What questions did you ask when you were young, and what questions do you ask now? This, an assignment I gave my evening class this week. They have to write something every class, and I have to come up with interesting challenges. The students, women and men, middle aged to young, from Brazil to Kazakhstan to Vietnam, take these tasks seriously, and open themselves in ways that make me a little ashamed of my reserve.
One said, in paraphrase: when I was young, I wanted to know where the stars came from; now I want to know if Liverpool will win the league title.
Another wrote: when I was young, I wondered how big the grave would have to be to bury a car that people said had died; now I ask: why am I not rich?
One remarked: I used to ask why my mother made me stop playing outside with my friends, and made me do schoolwork.
One said she had many questions when she was young, for instance, how turtles were born. Now, her compelling questions are about what foods are healthy to eat.
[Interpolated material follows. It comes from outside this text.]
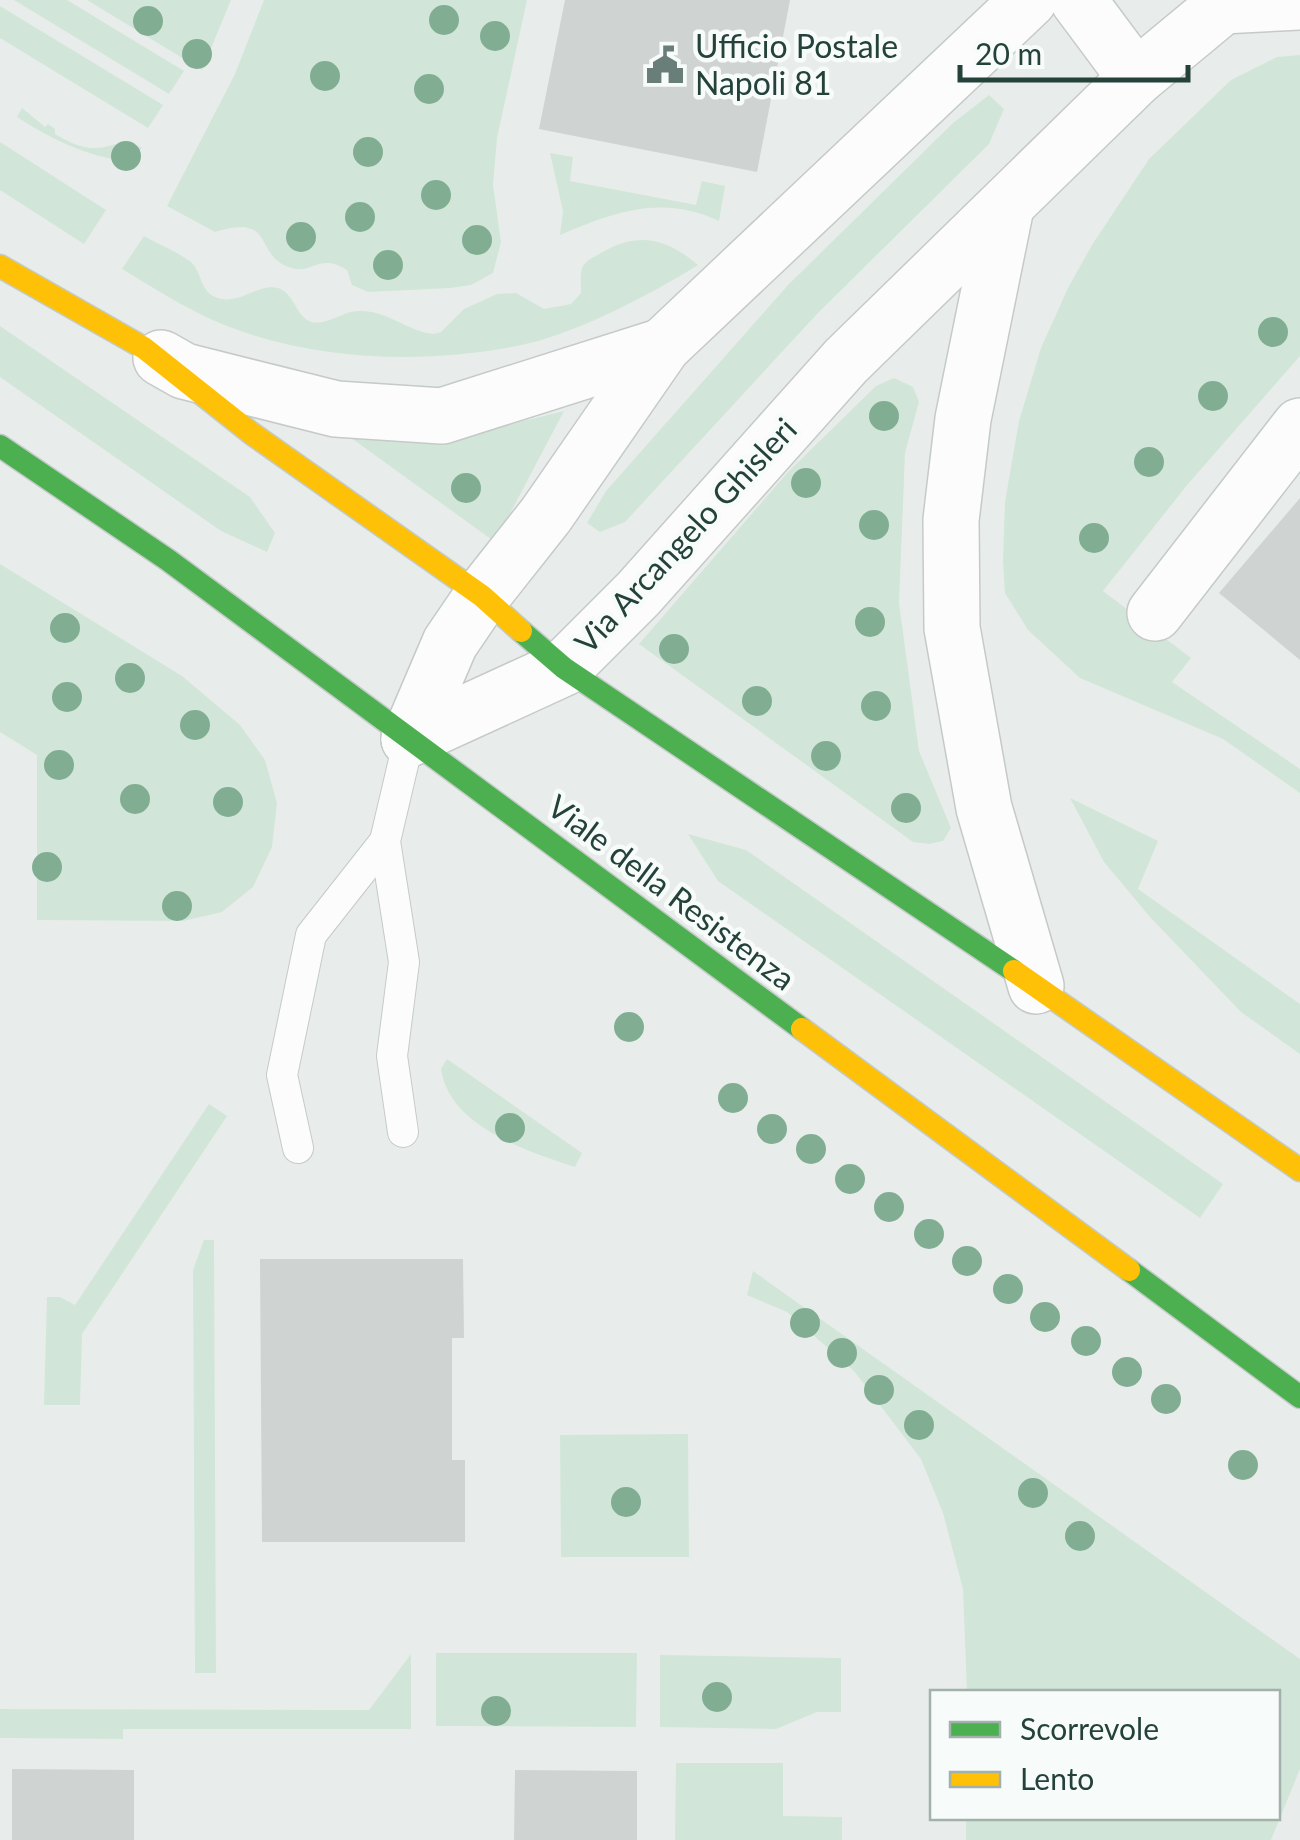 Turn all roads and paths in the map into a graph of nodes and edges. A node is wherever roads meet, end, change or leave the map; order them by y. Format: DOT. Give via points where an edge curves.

Where do those ingenuous questions go? Have we found satisfying answers and moved on to more serious queries? Or were we new to serious answers and taken by the kinds of questions that could elicit them? Or were we smitten by curiosity as by young love? Is there a cupid of kid's questions?
By contrast, the questions now reflect experience with the complexity of life: why are families so busy; why do I enjoy and hate living in cities; why does love hurt so much?
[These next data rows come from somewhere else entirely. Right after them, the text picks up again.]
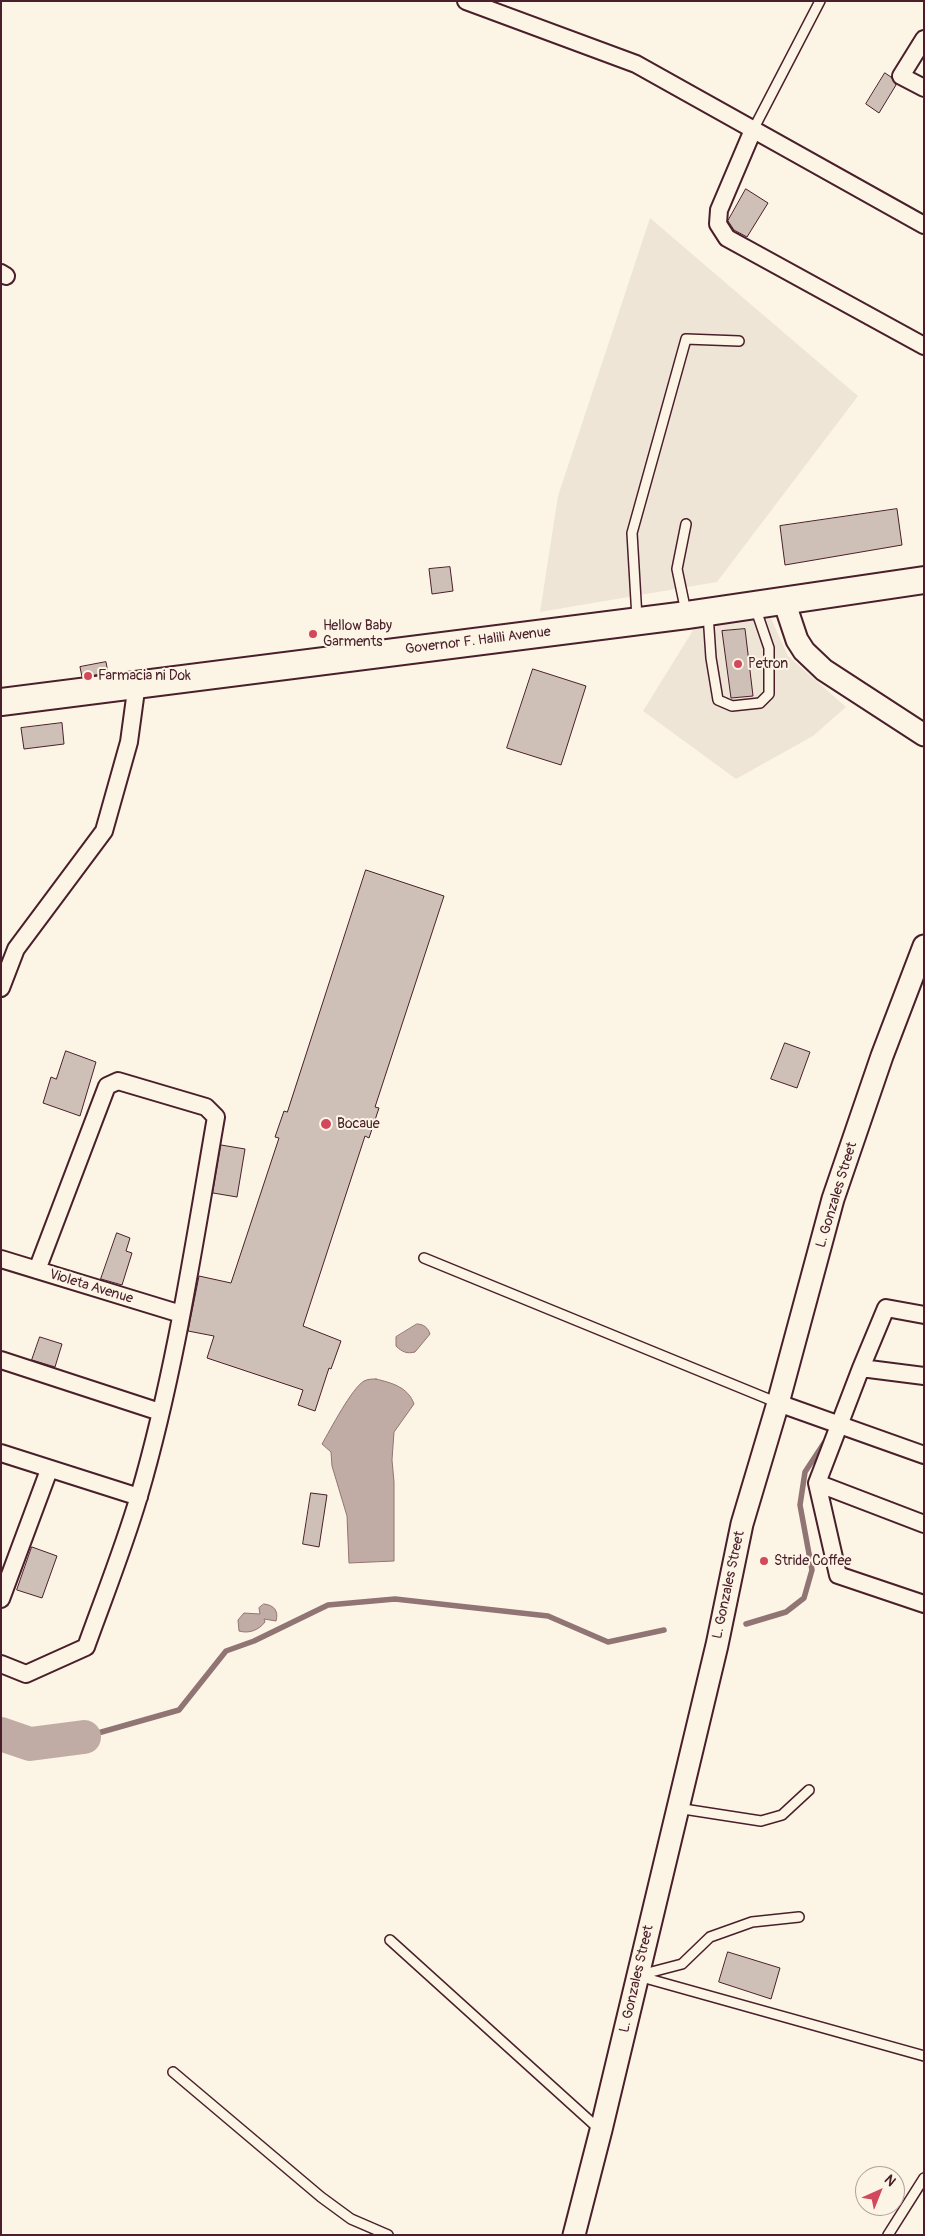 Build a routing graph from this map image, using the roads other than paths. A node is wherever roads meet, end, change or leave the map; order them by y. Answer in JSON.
{"nodes":[{"id":1,"x":466,"y":1,"type":"edge"},
{"id":2,"x":820,"y":1,"type":"edge"},
{"id":3,"x":924,"y":39,"type":"edge"},
{"id":4,"x":924,"y":88,"type":"edge"},
{"id":5,"x":753,"y":130,"type":"junction"},
{"id":6,"x":924,"y":225,"type":"edge"},
{"id":7,"x":739,"y":341,"type":"dead end"},
{"id":8,"x":924,"y":346,"type":"edge"},
{"id":9,"x":686,"y":524,"type":"dead end"},
{"id":10,"x":924,"y":580,"type":"edge"},
{"id":11,"x":784,"y":601,"type":"junction"},
{"id":12,"x":754,"y":605,"type":"junction"},
{"id":13,"x":698,"y":613,"type":"junction"},
{"id":14,"x":637,"y":620,"type":"junction"},
{"id":15,"x":137,"y":684,"type":"junction"},
{"id":16,"x":1,"y":702,"type":"edge"},
{"id":17,"x":924,"y":735,"type":"edge"},
{"id":18,"x":8,"y":946,"type":"edge"},
{"id":19,"x":924,"y":946,"type":"edge"},
{"id":20,"x":1,"y":988,"type":"edge"},
{"id":21,"x":424,"y":1258,"type":"dead end"},
{"id":22,"x":1,"y":1259,"type":"edge"},
{"id":23,"x":37,"y":1270,"type":"junction"},
{"id":24,"x":181,"y":1314,"type":"junction"},
{"id":25,"x":924,"y":1315,"type":"edge"},
{"id":26,"x":1,"y":1360,"type":"edge"},
{"id":27,"x":861,"y":1368,"type":"junction"},
{"id":28,"x":924,"y":1376,"type":"edge"},
{"id":29,"x":778,"y":1403,"type":"junction"},
{"id":30,"x":160,"y":1412,"type":"junction"},
{"id":31,"x":840,"y":1426,"type":"junction"},
{"id":32,"x":1,"y":1453,"type":"edge"},
{"id":33,"x":924,"y":1455,"type":"edge"},
{"id":34,"x":50,"y":1470,"type":"junction"},
{"id":35,"x":817,"y":1483,"type":"junction"},
{"id":36,"x":139,"y":1497,"type":"junction"},
{"id":37,"x":924,"y":1524,"type":"edge"},
{"id":38,"x":1,"y":1599,"type":"edge"},
{"id":39,"x":924,"y":1604,"type":"edge"},
{"id":40,"x":1,"y":1664,"type":"edge"},
{"id":41,"x":809,"y":1790,"type":"dead end"},
{"id":42,"x":677,"y":1808,"type":"junction"},
{"id":43,"x":798,"y":1916,"type":"dead end"},
{"id":44,"x":390,"y":1940,"type":"dead end"},
{"id":45,"x":637,"y":1976,"type":"junction"},
{"id":46,"x":924,"y":2056,"type":"edge"},
{"id":47,"x":173,"y":2072,"type":"dead end"},
{"id":48,"x":601,"y":2130,"type":"junction"},
{"id":49,"x":924,"y":2178,"type":"edge"},
{"id":50,"x":388,"y":2235,"type":"edge"},
{"id":51,"x":574,"y":2235,"type":"edge"},
{"id":52,"x":888,"y":2235,"type":"edge"}],
"edges":[{"from":1,"to":5,"type":"street"},
{"from":2,"to":5,"type":"lane"},
{"from":3,"to":4,"type":"street"},
{"from":5,"to":6,"type":"street"},
{"from":5,"to":8,"type":"street"},
{"from":7,"to":14,"type":"lane"},
{"from":9,"to":13,"type":"lane"},
{"from":10,"to":11,"type":"main road","name":"Governor F. Halili Avenue"},
{"from":11,"to":12,"type":"main road","name":"Governor F. Halili Avenue"},
{"from":11,"to":17,"type":"street"},
{"from":12,"to":13,"type":"main road","name":"Governor F. Halili Avenue"},
{"from":12,"to":13,"type":"lane"},
{"from":13,"to":14,"type":"main road","name":"Governor F. Halili Avenue"},
{"from":14,"to":15,"type":"main road","name":"Governor F. Halili Avenue"},
{"from":15,"to":16,"type":"main road","name":"Governor F. Halili Avenue"},
{"from":15,"to":18,"type":"street"},
{"from":18,"to":20,"type":"street"},
{"from":19,"to":29,"type":"street","name":"L. Gonzales Street"},
{"from":21,"to":29,"type":"lane"},
{"from":22,"to":23,"type":"street","name":"Violeta Avenue"},
{"from":23,"to":24,"type":"street","name":"Violeta Avenue"},
{"from":23,"to":24,"type":"street"},
{"from":24,"to":30,"type":"street"},
{"from":25,"to":27,"type":"street"},
{"from":26,"to":30,"type":"street"},
{"from":27,"to":28,"type":"street"},
{"from":27,"to":31,"type":"street"},
{"from":29,"to":31,"type":"street"},
{"from":29,"to":42,"type":"street","name":"L. Gonzales Street"},
{"from":30,"to":36,"type":"street"},
{"from":31,"to":33,"type":"street"},
{"from":31,"to":35,"type":"street"},
{"from":32,"to":34,"type":"street"},
{"from":34,"to":36,"type":"street"},
{"from":34,"to":38,"type":"street"},
{"from":35,"to":37,"type":"street"},
{"from":35,"to":39,"type":"street"},
{"from":36,"to":40,"type":"street"},
{"from":41,"to":42,"type":"lane"},
{"from":42,"to":45,"type":"street","name":"L. Gonzales Street"},
{"from":43,"to":45,"type":"lane"},
{"from":44,"to":48,"type":"lane"},
{"from":45,"to":46,"type":"lane"},
{"from":45,"to":48,"type":"street","name":"L. Gonzales Street"},
{"from":47,"to":50,"type":"lane"},
{"from":48,"to":51,"type":"street","name":"L. Gonzales Street"},
{"from":49,"to":52,"type":"lane"}]}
Is there another age of questions yet to come? I'm much older than you, my students, and I can say that I enjoy questions of innocent ignorance, as well as those of ambivalence and complicity, but also now, questions about the meaning of marvelous-ness. For that seems to be a key element in almost everything I encounter: the Scotsman who takes part in Civil War reenactments, the activist who's passionate about camellias, the half-dozen names for shades of skin-color Brazilians have invented, the magical candle-light walk through the gallery of ancient sculpture in Sorrentino's The Great Beauty, the tiny Magritte-like paintings of Fanny Brennan, the robust greenly-green of the unabashed parsley in my garden, the poem of Primo Levi of December, '45, a mere 6 months after his liberation from Auschwitz...
That these things should be, and more, and regularly, astounds me. Wonder is the question behind the question. I promise you, my students, you'll find your queries drilling deeper and deeper into the quiddity of things. Thank you for being so candid. Apart from the practice it gives you in English, it is a good exercise for life.